Repeat the data below in full. Pictures must not be part of the copy.

━━━━━ Records to use

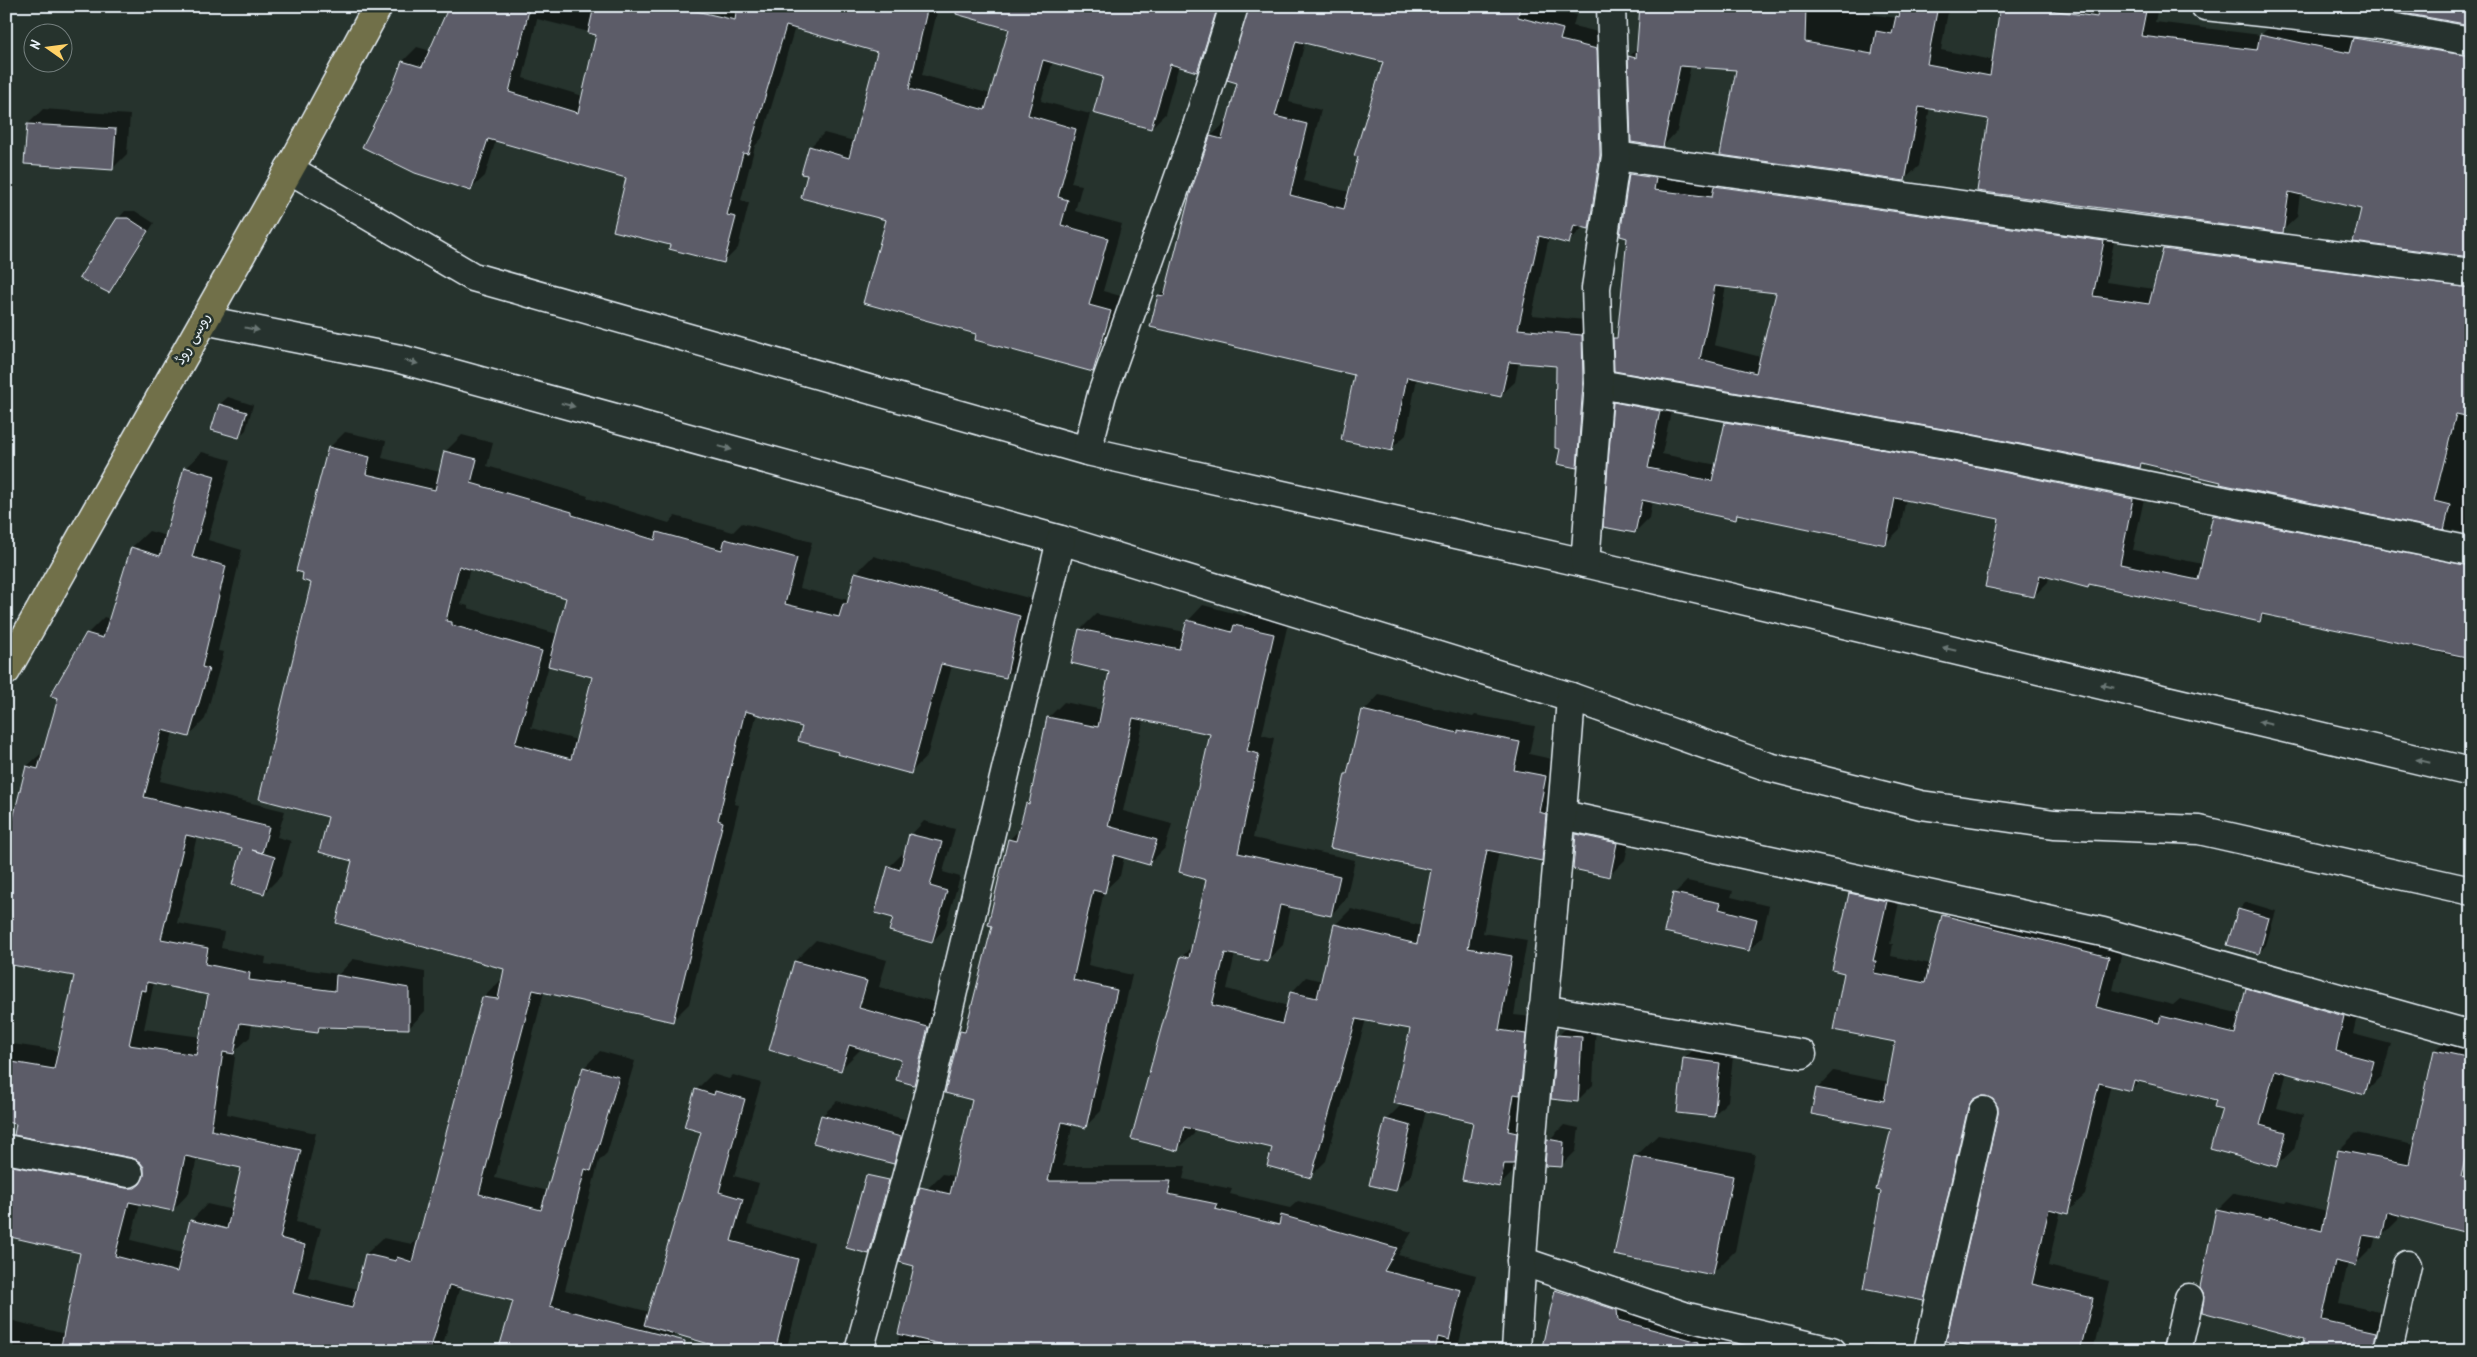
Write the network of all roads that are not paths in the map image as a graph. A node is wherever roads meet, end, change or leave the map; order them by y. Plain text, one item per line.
1 (378, 6) edge
2 (1234, 6) edge
3 (1612, 6) edge
4 (2205, 6) edge
5 (2381, 16) edge
6 (2471, 41) edge
7 (1616, 156) junction
8 (290, 169) junction
9 (2471, 273) edge
10 (204, 320) junction
11 (1599, 384) junction
12 (1087, 451) junction
13 (1062, 540) junction
14 (2471, 551) edge
15 (1585, 562) junction
16 (6, 671) edge
17 (1571, 697) junction
18 (2471, 772) edge
19 (1563, 815) junction
20 (2471, 891) edge
21 (1543, 1009) junction
22 (2471, 1035) edge
23 (1802, 1054) dead end
24 (1983, 1110) dead end
25 (6, 1149) edge
26 (129, 1173) dead end
27 (1521, 1261) junction
28 (2407, 1265) dead end
29 (2189, 1298) dead end
30 (859, 1351) edge
31 (1516, 1351) edge
32 (1832, 1351) edge
33 (1928, 1351) edge
34 (2177, 1351) edge
35 (2388, 1351) edge

1 - 8 main road, روسی روڈ
2 - 12 street
3 - 7 street
4 - 5 street
5 - 6 street
7 - 9 street
7 - 11 street
8 - 10 main road, روسی روڈ
8 - 12 street
10 -> 13 street
10 - 16 main road, روسی روڈ
11 - 14 street
11 - 15 street
12 - 15 street
13 - 17 street
13 - 30 street
18 -> 15 street
17 - 19 street
17 - 20 street
19 - 21 street
19 - 22 street
21 - 23 street
21 - 27 street
24 - 33 street
25 - 26 street
27 - 31 street
27 - 32 street
28 - 35 street
29 - 34 street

━━━━━━━━━━

**Written response**
Write the network of all roads that are not paths in the map image as a graph. A node is wherever roads meet, end, change or leave the map; order them by y. Plain text, one item per line.
1 (378, 6) edge
2 (1234, 6) edge
3 (1612, 6) edge
4 (2205, 6) edge
5 (2381, 16) edge
6 (2471, 41) edge
7 (1616, 156) junction
8 (290, 169) junction
9 (2471, 273) edge
10 (204, 320) junction
11 (1599, 384) junction
12 (1087, 451) junction
13 (1062, 540) junction
14 (2471, 551) edge
15 (1585, 562) junction
16 (6, 671) edge
17 (1571, 697) junction
18 (2471, 772) edge
19 (1563, 815) junction
20 (2471, 891) edge
21 (1543, 1009) junction
22 (2471, 1035) edge
23 (1802, 1054) dead end
24 (1983, 1110) dead end
25 (6, 1149) edge
26 (129, 1173) dead end
27 (1521, 1261) junction
28 (2407, 1265) dead end
29 (2189, 1298) dead end
30 (859, 1351) edge
31 (1516, 1351) edge
32 (1832, 1351) edge
33 (1928, 1351) edge
34 (2177, 1351) edge
35 (2388, 1351) edge

1 - 8 main road, روسی روڈ
2 - 12 street
3 - 7 street
4 - 5 street
5 - 6 street
7 - 9 street
7 - 11 street
8 - 10 main road, روسی روڈ
8 - 12 street
10 -> 13 street
10 - 16 main road, روسی روڈ
11 - 14 street
11 - 15 street
12 - 15 street
13 - 17 street
13 - 30 street
18 -> 15 street
17 - 19 street
17 - 20 street
19 - 21 street
19 - 22 street
21 - 23 street
21 - 27 street
24 - 33 street
25 - 26 street
27 - 31 street
27 - 32 street
28 - 35 street
29 - 34 street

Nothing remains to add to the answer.